Auteur de presque une centaine d’ouvrages vendus à quelques dizaines de millions d’exemplaires, Charles Exbrayat s’est spécialisé dans le genre bien spécifique du roman policier humoristique. Loin d’empiler comme tout bon polar contemporain trois douzaines de viols plus ou moins incestueux ou zoophiles de la torture gratuite sur enfant handicapé et une inévitable référence au nazisme, Exbrayat se donnait le plaisir de donner à ses histoires le ton de la légèreté printanière et du bucolique buissonnier. Avec une prédilection pour les petits villages de province et les personnages truculents, il ne manquait jamais de glisser ou là une ou deux références culinaires réjouissantes qui donnait immanquablement envie de foncer dans le premier tortillard venu pour aller sur place déguster les spécialités locales à l’ombre d’un chêne centenaire ou d’une autochtone accorte.
A la suite d’innombrables bains j’en suis arrivé à lire environ 98% de l’œuvre du bonhomme, artisan honnête et respectable qui offre finalement plus de littérature dans une ligne de ses romans de gare que Robbe-Grillet dans l’ensemble de sa carrière misérable, comparaison parfaitement gratuite mais qui fait toujours plaisir.

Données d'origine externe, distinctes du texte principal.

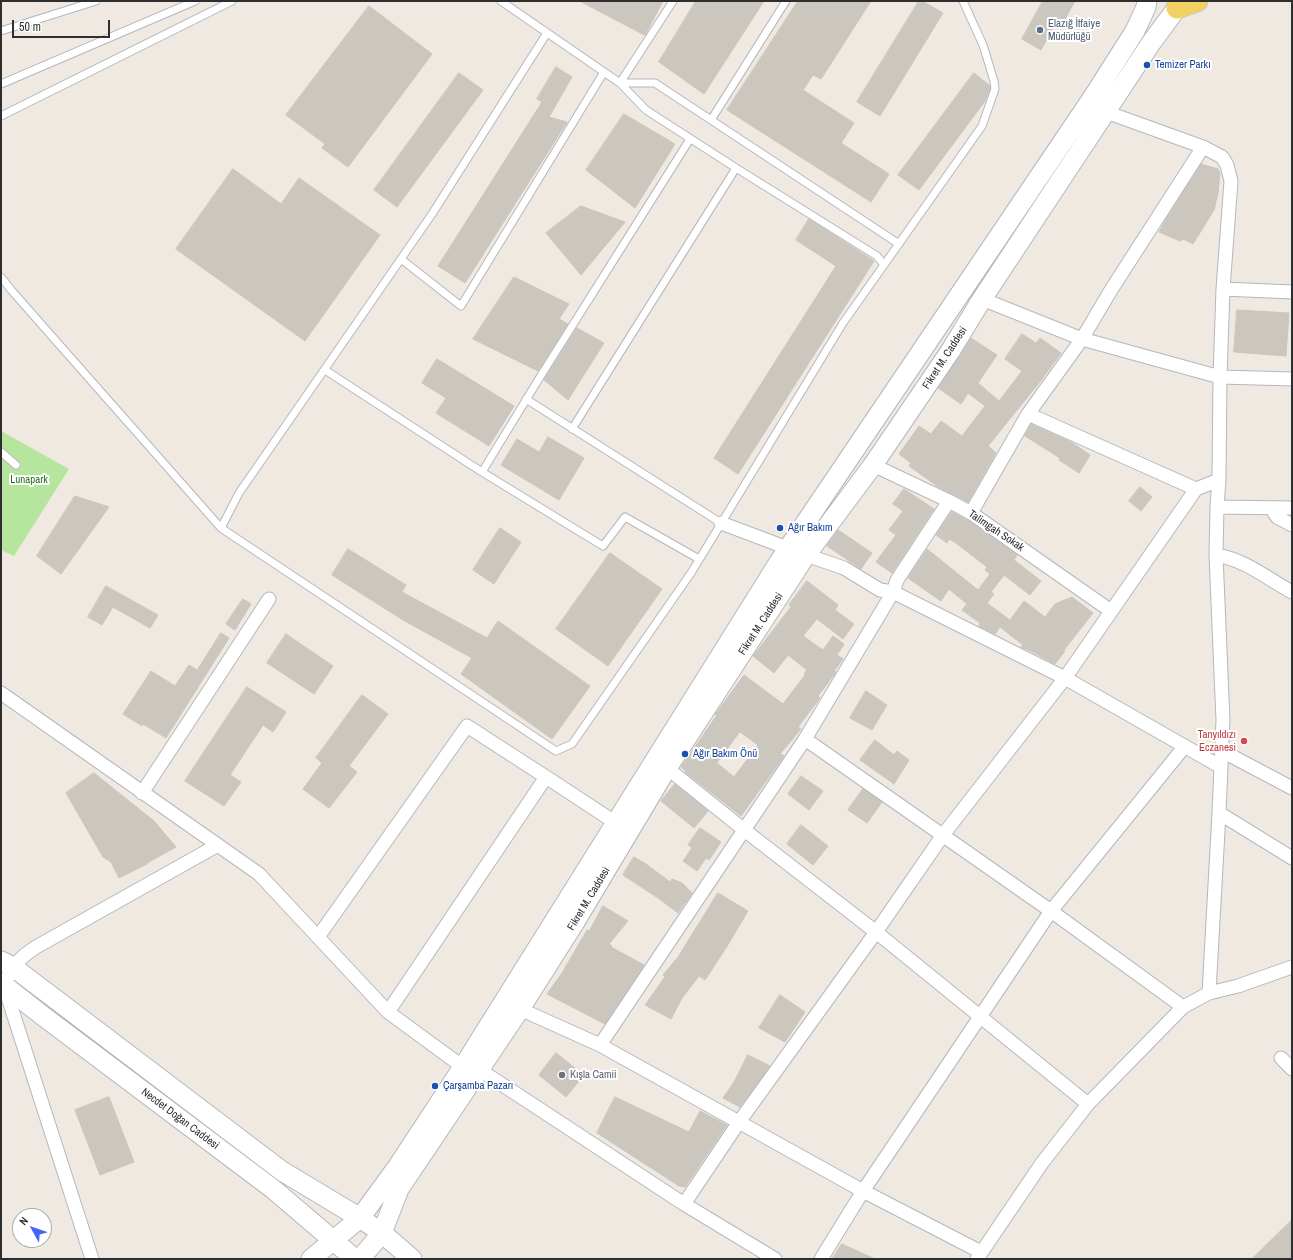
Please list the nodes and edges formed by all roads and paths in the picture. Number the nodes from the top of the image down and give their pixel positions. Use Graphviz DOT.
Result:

Plus que ses collègues du policier, je rapprocherais Exbrayat d’un Guareschi avec qui il partage le goût pour les petites villes et les caractères hauts en couleur. Aussi, l’idée de faire interpréter les héros de son Avanti la musica par le couple vedette de la série des Don Camillo semble finalement aller de soi avec un Gino Cervi en maire fasciste qui essaie de refiler le poste à son vieil adversaire le bistrotier devant l’arrivée prochaine des troupes américaines…
C’est une histoire assez agréable de cadavre qui se balade au sein de la petite communauté, il y a le sosie officiel de Shammo qui fait ses débuts en fils de son père forcément fiancé à la fille du maire et après les infamies que je me suis tapé plus tôt dans la journée j’ai failli faire montre d’un peu plus de générosité devant un ouvrage somme toute assez sympathique.
A noter que Sergio Leone aurait réalisé deux ou trois plans du film (j’ai cru en reconnaître un, filmé comme un western…), de là à le rajouter sur la fiche du site comme co-auteur il y a un pas que je n’aurais jamais osé franchir, depuis quand les réalisateurs de seconde équipe deviennent crédités au générique au même niveau que le réalisateur véritable ? Décision absurde et indéfendable qui devrait être corrigée au plus vite si le monde cesse quelques brefs instants de marcher sur la tête.
C’est dommage tout de même que le film soit aussi mollement réalisé d’ailleurs, parce que Fernandel y était dans une forme éblouissante et que j’ai toujours une tendresse coupable pour les querelles de clocher, les petits vins capiteux et les villages de pécores.